(Supplied material)

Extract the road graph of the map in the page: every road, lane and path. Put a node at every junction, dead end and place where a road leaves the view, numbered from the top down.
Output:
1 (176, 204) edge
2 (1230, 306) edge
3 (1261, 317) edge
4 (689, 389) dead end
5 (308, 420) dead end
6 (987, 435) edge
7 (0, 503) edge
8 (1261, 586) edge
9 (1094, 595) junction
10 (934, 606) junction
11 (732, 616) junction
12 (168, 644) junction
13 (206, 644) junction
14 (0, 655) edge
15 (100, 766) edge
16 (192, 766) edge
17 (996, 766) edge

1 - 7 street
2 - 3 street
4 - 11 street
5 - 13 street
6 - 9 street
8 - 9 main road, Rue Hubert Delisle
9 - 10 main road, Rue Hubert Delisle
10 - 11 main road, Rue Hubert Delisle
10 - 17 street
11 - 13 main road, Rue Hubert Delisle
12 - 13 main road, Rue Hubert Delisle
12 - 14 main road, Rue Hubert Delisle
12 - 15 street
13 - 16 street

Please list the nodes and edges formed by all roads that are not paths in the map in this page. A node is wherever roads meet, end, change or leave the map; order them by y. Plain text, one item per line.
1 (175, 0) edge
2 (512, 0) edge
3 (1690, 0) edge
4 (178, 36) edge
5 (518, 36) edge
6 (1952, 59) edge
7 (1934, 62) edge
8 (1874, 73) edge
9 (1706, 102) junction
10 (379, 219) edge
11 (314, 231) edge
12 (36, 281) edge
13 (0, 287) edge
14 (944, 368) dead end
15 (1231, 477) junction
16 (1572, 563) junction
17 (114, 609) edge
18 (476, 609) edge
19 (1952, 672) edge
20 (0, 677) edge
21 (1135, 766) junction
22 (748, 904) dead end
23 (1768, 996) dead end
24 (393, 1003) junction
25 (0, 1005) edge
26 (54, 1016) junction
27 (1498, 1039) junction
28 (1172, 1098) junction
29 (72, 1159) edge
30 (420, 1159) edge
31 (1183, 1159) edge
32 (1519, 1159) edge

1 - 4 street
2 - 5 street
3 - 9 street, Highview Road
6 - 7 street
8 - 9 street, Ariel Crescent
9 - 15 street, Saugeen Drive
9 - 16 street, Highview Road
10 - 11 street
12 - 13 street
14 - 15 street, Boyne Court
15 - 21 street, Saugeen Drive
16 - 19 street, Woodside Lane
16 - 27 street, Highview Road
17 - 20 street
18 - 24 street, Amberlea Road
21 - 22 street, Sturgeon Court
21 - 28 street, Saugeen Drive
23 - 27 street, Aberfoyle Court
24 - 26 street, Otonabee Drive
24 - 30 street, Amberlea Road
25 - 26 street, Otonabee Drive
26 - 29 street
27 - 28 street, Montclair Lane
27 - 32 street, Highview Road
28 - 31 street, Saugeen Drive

(End Supplied material)
(Supplied material)

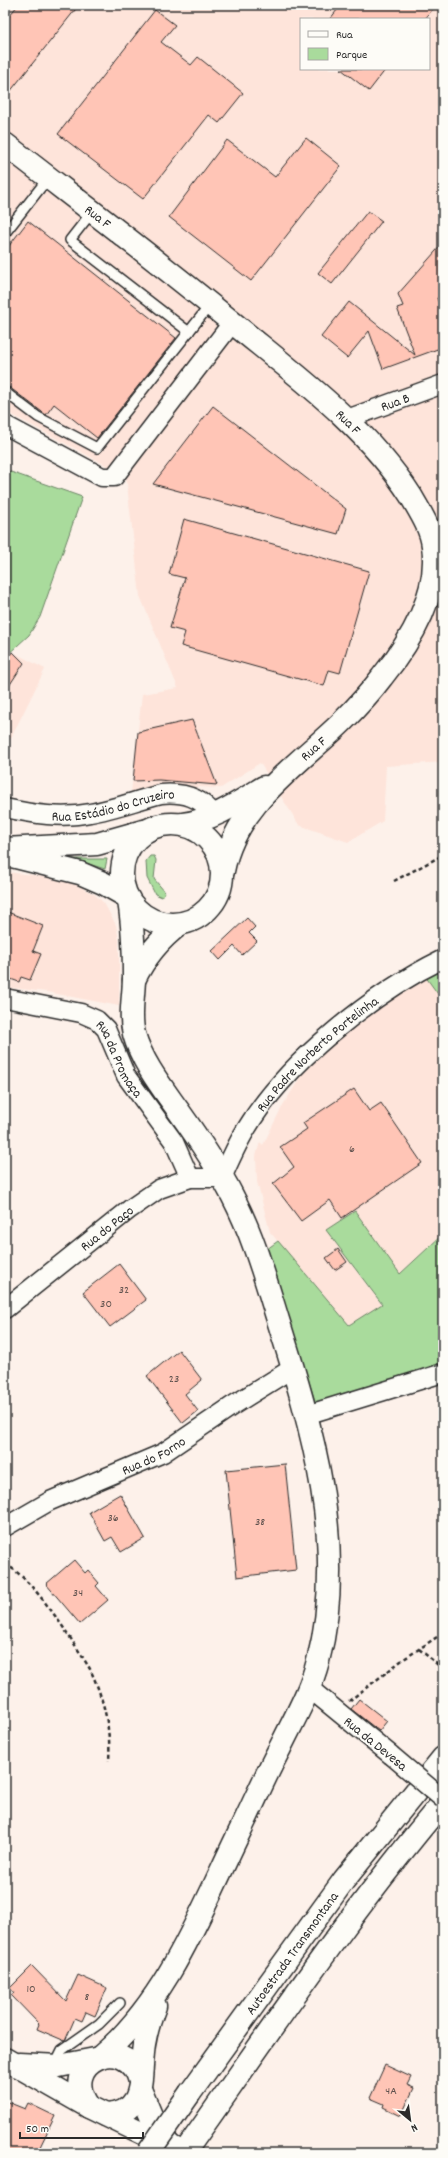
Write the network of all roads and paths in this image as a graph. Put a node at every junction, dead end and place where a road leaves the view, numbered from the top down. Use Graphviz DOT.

(End Supplied material)

# [What this task involves]
Above are the records. Identify each line that contains the word "down".

# [Exercise response]
Extract the road graph of the map in the page: every road, lane and path. Put a node at every junction, dead end and place where a road leaves the view, numbered from the top down.
Write the network of all roads and paths in this image as a graph. Put a node at every junction, dead end and place where a road leaves the view, numbered from the top down. Use Graphviz DOT.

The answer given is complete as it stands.